Statistical physics of ion channels. No life without entropy!

by Prof. Boris I. Shklovskii (Department of Physics, University of Minnesota)

Tuesday 8 Sept 2009, 16:00 → 18:00 Europe/Rome

Aula Conversi (Dipartimento di Fisica - Ed. G.Marconi)

I consider ion transport of a protein ion channel in a lipid cell membrane. It is known that due to the large ratio of dielectric constants of water filling the channel (81) and of the surrounding lipid (2), an ion placed inside the channel has its electric lines confined in the channel. This should lead to a large electrostatic self-energy barrier and to exponentially large Ohmic resistance of the channel. In other words, one can say that in the channel a pair of positive and negative salt ions is bound by a string with potential energy growing linearly with the distance between them, and, therefore, a large energy is required to break the pair. In this sense, the ion pairs should resemble mesons of two confined quarks. Nevertheless biological channels are well transparent for ions.
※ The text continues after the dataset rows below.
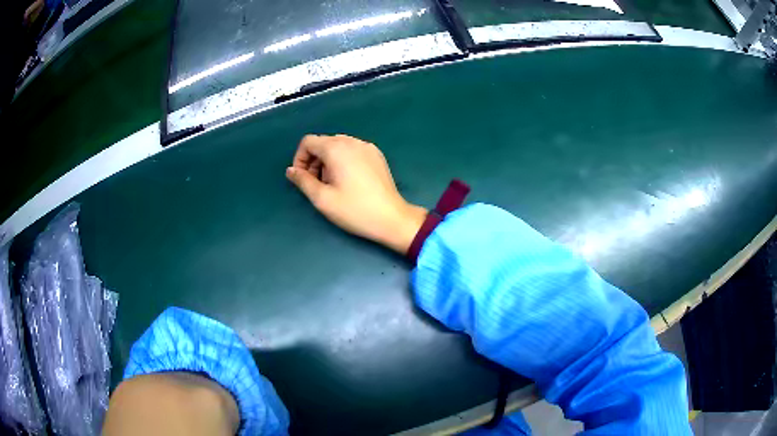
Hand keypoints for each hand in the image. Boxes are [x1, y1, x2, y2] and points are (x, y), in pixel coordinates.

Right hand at [287, 134, 426, 253]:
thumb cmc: (354, 210)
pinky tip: (348, 180)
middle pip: (323, 142)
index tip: (302, 178)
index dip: (300, 158)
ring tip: (332, 183)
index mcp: (336, 149)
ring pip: (338, 145)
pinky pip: (353, 150)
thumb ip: (302, 181)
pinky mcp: (377, 155)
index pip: (308, 141)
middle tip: (316, 184)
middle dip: (313, 160)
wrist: (391, 218)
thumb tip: (291, 170)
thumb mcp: (322, 199)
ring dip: (328, 160)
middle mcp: (351, 141)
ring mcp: (367, 146)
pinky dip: (344, 159)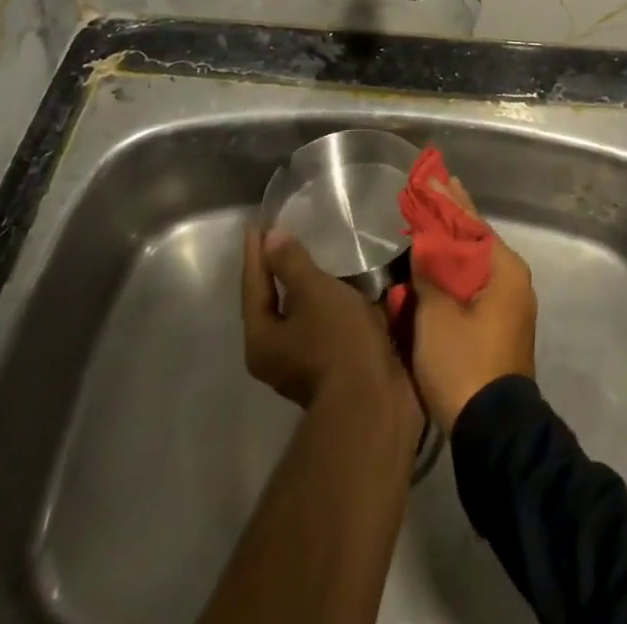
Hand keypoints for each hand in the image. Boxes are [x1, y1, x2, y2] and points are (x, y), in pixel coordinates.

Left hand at [242, 230, 416, 425]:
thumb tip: (271, 239)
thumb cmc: (337, 340)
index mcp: (261, 339)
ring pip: (298, 317)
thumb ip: (291, 264)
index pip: (253, 286)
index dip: (256, 254)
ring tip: (314, 259)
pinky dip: (326, 304)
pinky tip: (340, 289)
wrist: (373, 400)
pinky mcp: (331, 368)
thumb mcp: (313, 292)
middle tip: (282, 240)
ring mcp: (302, 366)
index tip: (256, 225)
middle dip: (277, 273)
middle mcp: (274, 357)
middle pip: (271, 305)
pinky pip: (321, 325)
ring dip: (305, 289)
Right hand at [409, 174, 537, 430]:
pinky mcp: (498, 329)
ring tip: (425, 227)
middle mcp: (512, 281)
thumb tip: (426, 240)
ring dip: (448, 251)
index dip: (449, 199)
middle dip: (448, 222)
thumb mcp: (437, 313)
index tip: (434, 176)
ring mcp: (507, 307)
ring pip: (472, 267)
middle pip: (474, 242)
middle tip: (426, 196)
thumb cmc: (464, 363)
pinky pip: (472, 289)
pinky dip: (452, 276)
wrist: (492, 432)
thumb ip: (431, 270)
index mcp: (504, 269)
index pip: (472, 222)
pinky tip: (432, 270)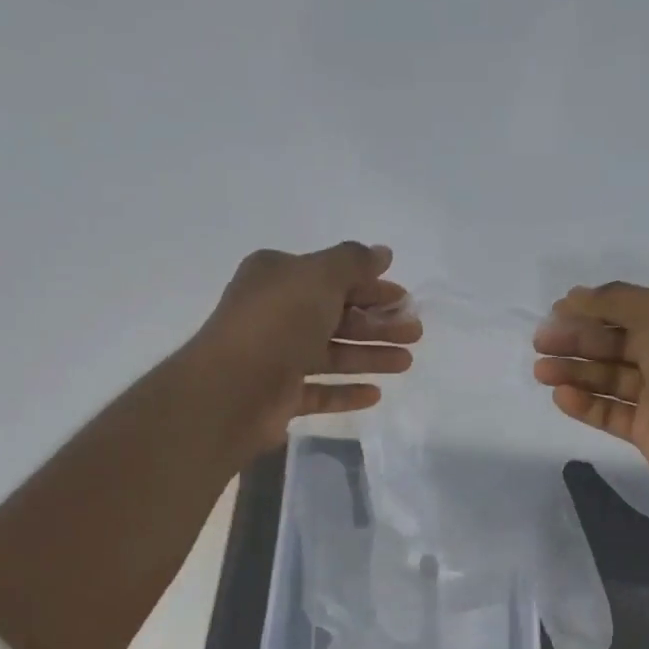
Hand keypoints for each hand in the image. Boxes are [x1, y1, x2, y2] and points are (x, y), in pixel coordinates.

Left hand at [191, 243, 421, 459]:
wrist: (233, 388)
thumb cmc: (278, 322)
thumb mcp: (319, 277)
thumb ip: (354, 262)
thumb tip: (383, 252)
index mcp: (278, 277)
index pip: (332, 277)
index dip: (371, 286)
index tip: (405, 298)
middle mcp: (275, 313)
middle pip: (336, 316)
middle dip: (377, 323)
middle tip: (414, 333)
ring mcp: (276, 357)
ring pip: (332, 354)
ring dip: (370, 356)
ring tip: (406, 363)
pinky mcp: (279, 396)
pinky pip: (319, 391)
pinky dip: (346, 391)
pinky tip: (375, 394)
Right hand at [532, 283, 648, 507]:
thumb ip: (614, 301)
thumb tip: (574, 297)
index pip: (633, 307)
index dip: (593, 308)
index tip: (555, 311)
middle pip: (617, 342)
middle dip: (578, 340)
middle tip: (540, 343)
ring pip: (611, 377)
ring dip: (576, 372)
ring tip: (541, 371)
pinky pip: (613, 411)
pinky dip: (587, 403)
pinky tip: (561, 397)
In order to address this paradox, we study reduction of the electrostatic barrier by a finite concentration of salt in water and/or by immobile charges on the internal channel walls. We show that both types of charges lead to the insulator-metal crossover (elimination of the barrier) with their increasing concentrations. The first one resembles the Mott insulator-metal transition in an exciton gas with increasing density of excitons. The second one resembles the Mott transition in a doped semiconductor with growing concentration of impurities. What happens in ion channel is actually very similar to quark de-confinement at large density of mesons in Brookhaven experiments with heavy ion collisions.